Marvellous Madeleines
Sophie Lombardi
Is there anything more delightful than a little cake shaped like a sea-shell.? The perfect sized treat to dip in your tea and guzzle on the go. Madeleines remind me of car journeys across France in the 80’s, when a bag would be bought from a service station as a treat for good behaviour. We would fall upon these little cakes like seagulls in the back seat, butter sticking to our little fingers.
I have recently discovered that Madeleines are surprisingly easy to make and can be packed up nicely for a gift. Unlike most of my baking, they reliably rise in the oven and are very light in texture. You need to invest in a good quality non-stick Madeline tin which must never ever be washed in the dishwasher. I use the recipe below and swap out the lemon for vanilla, coco powder or elderflower cordial for variation. There is always the option to paint the reverse side of the madeleine with chocolate if you want to get fancy!
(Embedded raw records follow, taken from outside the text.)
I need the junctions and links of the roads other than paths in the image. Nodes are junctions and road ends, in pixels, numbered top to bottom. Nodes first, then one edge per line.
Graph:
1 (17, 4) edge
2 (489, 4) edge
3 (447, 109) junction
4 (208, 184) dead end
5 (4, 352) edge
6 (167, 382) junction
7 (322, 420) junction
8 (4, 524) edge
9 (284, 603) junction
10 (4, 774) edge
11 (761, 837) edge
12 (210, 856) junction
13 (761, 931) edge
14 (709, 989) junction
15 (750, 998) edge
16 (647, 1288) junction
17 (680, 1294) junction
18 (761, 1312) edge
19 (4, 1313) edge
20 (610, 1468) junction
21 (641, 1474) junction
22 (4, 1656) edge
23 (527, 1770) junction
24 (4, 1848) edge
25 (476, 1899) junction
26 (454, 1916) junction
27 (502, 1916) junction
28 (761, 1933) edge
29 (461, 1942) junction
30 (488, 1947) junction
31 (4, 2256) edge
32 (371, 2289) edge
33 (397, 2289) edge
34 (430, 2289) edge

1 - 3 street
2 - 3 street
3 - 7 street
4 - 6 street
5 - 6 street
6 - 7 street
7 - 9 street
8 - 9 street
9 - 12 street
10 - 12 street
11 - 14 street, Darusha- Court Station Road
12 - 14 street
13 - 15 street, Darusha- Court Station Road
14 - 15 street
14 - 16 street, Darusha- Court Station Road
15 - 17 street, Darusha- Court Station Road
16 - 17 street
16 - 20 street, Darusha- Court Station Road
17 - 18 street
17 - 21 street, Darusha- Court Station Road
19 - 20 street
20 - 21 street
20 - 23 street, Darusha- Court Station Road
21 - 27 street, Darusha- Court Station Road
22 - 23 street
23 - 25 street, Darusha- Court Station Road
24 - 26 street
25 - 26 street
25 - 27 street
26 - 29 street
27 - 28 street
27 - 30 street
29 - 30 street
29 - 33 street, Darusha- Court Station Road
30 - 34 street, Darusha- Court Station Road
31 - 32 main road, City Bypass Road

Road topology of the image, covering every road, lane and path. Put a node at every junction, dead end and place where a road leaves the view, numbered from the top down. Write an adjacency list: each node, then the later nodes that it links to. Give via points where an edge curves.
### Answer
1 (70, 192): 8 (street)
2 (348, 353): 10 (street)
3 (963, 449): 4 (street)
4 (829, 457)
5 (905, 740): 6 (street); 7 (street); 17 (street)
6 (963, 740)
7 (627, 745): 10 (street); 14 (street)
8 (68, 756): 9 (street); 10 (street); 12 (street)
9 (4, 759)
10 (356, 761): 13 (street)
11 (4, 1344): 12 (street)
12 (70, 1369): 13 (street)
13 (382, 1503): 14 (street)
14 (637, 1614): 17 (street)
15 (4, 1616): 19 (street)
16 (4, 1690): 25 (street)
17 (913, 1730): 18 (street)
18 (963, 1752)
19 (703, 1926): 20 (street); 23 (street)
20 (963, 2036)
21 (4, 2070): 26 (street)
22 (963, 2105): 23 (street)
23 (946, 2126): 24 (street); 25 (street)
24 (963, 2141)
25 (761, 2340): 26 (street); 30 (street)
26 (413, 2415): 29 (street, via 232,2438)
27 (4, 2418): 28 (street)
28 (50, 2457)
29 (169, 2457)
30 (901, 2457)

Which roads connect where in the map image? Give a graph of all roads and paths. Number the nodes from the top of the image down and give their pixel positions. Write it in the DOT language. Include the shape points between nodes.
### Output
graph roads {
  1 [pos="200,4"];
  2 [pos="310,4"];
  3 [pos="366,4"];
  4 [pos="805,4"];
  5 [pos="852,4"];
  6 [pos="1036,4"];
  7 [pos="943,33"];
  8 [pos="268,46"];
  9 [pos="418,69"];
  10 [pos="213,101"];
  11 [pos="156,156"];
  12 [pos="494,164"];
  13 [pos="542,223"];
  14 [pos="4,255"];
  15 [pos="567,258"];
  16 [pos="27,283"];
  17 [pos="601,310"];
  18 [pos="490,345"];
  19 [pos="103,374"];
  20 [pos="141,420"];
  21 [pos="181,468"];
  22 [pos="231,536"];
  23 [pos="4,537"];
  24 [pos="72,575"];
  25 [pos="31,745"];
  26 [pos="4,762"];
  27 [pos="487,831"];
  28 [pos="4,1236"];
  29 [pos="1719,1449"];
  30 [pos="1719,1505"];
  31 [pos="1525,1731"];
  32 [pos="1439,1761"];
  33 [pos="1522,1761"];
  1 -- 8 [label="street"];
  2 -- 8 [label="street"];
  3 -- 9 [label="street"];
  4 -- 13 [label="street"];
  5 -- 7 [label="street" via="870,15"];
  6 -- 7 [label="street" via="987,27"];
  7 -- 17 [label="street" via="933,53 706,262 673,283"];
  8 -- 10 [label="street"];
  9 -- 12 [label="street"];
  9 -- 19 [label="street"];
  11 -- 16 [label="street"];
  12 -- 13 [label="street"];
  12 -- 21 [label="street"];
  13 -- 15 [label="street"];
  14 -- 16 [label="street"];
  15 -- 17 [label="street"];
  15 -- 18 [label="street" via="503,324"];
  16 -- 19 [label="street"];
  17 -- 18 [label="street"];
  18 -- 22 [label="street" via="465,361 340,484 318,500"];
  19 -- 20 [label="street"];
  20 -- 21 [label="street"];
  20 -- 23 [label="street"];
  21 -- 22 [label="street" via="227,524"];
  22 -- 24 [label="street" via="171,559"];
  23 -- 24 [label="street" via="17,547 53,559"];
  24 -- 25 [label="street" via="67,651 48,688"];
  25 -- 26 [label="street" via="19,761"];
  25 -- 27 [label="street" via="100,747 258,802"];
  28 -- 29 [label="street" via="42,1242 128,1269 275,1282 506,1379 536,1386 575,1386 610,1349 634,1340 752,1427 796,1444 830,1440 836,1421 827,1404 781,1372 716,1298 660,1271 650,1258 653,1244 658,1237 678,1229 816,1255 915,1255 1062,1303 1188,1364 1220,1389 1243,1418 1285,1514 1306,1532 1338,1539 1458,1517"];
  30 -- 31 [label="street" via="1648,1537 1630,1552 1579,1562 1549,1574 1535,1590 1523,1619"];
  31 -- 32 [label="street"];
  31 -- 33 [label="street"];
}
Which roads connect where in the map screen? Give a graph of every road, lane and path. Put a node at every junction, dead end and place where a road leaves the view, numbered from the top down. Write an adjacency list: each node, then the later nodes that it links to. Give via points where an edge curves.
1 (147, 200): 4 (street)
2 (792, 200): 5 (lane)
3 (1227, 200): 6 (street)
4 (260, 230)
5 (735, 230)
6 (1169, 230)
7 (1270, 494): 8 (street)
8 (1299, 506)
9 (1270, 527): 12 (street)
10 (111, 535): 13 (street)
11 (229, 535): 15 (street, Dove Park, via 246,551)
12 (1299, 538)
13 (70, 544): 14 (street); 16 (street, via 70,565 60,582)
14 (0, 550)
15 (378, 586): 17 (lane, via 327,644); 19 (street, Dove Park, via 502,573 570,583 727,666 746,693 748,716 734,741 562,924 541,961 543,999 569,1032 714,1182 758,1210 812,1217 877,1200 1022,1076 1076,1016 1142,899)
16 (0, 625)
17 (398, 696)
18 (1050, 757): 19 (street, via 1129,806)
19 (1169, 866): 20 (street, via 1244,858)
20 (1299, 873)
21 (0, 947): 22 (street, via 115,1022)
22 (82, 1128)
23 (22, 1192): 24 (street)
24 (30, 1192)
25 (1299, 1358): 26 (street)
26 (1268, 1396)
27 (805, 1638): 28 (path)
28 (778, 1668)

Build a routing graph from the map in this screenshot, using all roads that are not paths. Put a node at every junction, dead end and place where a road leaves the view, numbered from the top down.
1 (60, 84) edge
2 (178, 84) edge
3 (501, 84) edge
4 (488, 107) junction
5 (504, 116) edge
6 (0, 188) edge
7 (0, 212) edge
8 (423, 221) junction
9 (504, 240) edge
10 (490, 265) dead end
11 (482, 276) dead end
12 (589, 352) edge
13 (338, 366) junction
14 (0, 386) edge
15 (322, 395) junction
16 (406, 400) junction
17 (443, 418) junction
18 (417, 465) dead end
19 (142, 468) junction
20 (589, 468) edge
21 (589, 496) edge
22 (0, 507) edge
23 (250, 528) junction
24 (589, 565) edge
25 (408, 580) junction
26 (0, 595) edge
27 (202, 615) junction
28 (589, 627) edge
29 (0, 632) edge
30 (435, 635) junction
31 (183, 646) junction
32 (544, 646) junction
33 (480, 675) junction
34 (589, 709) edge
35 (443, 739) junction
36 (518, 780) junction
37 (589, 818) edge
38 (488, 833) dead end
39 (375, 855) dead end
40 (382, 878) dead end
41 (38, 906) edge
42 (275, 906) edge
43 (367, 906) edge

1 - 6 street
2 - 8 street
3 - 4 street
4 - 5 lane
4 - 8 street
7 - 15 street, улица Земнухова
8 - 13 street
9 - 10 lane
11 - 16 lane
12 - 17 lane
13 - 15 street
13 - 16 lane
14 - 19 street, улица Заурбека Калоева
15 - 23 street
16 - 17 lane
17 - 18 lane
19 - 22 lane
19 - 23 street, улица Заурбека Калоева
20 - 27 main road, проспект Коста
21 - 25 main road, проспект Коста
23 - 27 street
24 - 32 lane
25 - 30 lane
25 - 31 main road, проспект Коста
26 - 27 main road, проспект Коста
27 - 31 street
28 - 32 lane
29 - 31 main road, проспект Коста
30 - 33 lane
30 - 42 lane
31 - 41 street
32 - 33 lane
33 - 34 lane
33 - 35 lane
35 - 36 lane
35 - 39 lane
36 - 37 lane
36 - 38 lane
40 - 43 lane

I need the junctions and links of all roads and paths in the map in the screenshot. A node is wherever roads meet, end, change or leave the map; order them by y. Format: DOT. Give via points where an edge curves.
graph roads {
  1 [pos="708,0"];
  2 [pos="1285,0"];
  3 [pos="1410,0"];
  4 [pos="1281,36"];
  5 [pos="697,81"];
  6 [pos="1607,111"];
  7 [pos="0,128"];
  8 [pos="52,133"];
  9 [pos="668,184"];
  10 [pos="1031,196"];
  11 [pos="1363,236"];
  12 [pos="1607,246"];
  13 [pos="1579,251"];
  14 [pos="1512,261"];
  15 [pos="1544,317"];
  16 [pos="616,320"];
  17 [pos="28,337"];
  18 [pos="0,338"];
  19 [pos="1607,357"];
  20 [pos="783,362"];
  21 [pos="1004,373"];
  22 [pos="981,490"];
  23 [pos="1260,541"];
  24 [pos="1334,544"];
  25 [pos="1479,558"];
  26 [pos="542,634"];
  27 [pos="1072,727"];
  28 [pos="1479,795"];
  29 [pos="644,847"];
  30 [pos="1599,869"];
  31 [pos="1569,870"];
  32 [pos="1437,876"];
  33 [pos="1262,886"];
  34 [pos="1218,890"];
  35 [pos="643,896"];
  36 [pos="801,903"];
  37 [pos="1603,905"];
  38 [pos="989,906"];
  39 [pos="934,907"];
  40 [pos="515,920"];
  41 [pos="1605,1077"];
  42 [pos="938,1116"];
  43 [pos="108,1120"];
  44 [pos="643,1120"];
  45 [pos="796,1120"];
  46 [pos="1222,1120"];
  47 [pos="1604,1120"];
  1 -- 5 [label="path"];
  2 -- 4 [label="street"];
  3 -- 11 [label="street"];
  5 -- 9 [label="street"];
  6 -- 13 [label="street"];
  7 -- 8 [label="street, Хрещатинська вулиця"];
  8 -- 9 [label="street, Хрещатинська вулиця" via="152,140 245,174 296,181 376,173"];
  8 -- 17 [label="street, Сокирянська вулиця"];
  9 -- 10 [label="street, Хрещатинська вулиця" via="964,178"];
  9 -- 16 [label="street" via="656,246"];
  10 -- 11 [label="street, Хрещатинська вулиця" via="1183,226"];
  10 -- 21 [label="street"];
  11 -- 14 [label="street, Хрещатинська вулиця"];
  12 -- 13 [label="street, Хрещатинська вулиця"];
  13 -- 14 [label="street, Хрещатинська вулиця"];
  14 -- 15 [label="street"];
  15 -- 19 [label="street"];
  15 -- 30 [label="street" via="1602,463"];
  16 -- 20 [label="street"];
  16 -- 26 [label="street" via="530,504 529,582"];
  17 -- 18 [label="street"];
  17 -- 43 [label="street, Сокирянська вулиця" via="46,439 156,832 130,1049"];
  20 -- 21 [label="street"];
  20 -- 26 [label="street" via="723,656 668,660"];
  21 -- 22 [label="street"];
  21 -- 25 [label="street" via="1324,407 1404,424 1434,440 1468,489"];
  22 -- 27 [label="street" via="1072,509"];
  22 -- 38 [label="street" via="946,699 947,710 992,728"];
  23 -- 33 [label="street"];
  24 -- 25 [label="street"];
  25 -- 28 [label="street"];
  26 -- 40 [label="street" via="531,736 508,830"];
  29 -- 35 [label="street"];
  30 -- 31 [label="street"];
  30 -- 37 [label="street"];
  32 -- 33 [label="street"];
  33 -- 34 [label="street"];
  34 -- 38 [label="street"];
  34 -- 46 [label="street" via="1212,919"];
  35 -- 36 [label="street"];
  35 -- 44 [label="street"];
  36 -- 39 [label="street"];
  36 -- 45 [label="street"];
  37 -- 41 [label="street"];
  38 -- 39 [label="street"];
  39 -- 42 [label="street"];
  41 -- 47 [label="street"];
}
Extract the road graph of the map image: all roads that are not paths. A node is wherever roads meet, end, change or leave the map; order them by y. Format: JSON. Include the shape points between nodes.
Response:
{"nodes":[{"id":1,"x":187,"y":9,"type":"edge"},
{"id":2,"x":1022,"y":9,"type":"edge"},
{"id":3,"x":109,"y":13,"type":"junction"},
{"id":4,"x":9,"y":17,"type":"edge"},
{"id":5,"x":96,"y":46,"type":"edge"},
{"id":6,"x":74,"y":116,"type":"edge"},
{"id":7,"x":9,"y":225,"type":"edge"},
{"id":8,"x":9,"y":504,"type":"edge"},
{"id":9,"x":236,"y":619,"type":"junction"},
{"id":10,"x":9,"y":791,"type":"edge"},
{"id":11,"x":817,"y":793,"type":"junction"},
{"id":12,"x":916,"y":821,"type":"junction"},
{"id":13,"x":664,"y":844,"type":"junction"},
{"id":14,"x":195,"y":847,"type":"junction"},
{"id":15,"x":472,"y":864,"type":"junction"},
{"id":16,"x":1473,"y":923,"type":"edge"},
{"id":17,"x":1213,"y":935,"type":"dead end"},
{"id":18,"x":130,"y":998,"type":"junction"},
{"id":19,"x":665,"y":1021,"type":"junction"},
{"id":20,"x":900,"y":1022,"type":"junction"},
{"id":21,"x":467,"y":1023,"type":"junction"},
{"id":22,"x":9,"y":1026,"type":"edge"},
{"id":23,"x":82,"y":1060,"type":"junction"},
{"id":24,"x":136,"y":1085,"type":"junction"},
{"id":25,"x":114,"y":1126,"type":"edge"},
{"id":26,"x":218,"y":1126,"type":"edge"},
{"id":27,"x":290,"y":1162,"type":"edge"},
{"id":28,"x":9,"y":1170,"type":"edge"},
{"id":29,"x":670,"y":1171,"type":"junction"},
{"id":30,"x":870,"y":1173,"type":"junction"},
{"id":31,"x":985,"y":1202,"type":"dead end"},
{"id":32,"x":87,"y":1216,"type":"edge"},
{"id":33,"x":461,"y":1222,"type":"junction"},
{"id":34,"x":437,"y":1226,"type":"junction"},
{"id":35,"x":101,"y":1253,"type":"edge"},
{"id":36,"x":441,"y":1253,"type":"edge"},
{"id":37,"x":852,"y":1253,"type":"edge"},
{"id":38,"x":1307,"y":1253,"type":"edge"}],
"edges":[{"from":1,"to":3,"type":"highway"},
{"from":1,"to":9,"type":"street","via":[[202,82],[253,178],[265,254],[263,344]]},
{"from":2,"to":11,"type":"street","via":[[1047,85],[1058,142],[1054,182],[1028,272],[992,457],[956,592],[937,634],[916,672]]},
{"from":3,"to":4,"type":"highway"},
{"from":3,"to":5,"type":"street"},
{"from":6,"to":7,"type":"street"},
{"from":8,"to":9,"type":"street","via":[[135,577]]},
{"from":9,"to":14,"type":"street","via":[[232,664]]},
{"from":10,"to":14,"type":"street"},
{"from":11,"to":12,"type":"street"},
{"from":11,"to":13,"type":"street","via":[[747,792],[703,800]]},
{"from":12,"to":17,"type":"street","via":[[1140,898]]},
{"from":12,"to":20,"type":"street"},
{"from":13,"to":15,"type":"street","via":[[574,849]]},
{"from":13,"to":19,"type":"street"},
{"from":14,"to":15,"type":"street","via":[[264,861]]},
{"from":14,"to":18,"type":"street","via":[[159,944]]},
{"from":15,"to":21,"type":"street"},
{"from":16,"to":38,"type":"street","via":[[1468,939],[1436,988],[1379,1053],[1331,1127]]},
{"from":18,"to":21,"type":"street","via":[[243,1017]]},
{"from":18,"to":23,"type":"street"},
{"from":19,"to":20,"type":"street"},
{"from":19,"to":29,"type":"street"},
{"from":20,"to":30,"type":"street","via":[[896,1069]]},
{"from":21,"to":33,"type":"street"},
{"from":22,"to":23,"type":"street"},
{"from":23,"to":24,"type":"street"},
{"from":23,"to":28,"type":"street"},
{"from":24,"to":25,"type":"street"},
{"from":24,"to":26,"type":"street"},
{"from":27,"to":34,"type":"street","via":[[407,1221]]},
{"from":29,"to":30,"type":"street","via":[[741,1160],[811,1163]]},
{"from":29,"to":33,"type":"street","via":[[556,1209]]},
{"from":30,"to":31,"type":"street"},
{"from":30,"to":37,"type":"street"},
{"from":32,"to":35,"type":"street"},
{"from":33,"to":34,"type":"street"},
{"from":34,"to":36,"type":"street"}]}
Linen Tablecloth and Napkins in ‘Trianon (SALE).
Madeleine Recipe
Ingredients
2 free-range eggs
100g caster sugar
100g plain flour, plus extra for dusting
1 lemon, juice and zest
¾ tsp baking powder
100g butter, melted and cooled slightly, plus extra for greasing
Method
Preheat the oven to 200C/400F/Gas 6. Brush the madeleine tray with melted butter then shake in a little flour to coat, tapping out the excess.
Whisk together the eggs and the sugar in a bowl until frothy. Lightly whisk in the remaining ingredients. Leave to stand for 20 minutes before carefully spooning into the prepared madeleine tray (you will see little bubbles forming in the mixture when it is ready).
Bake for 8-10 minutes, or until the mixture has risen a little in the middle and is fully cooked through. Transfer the madeleines to a wire rack and leave for a few minutes to cool slightly.
(Adapted from BBC Food).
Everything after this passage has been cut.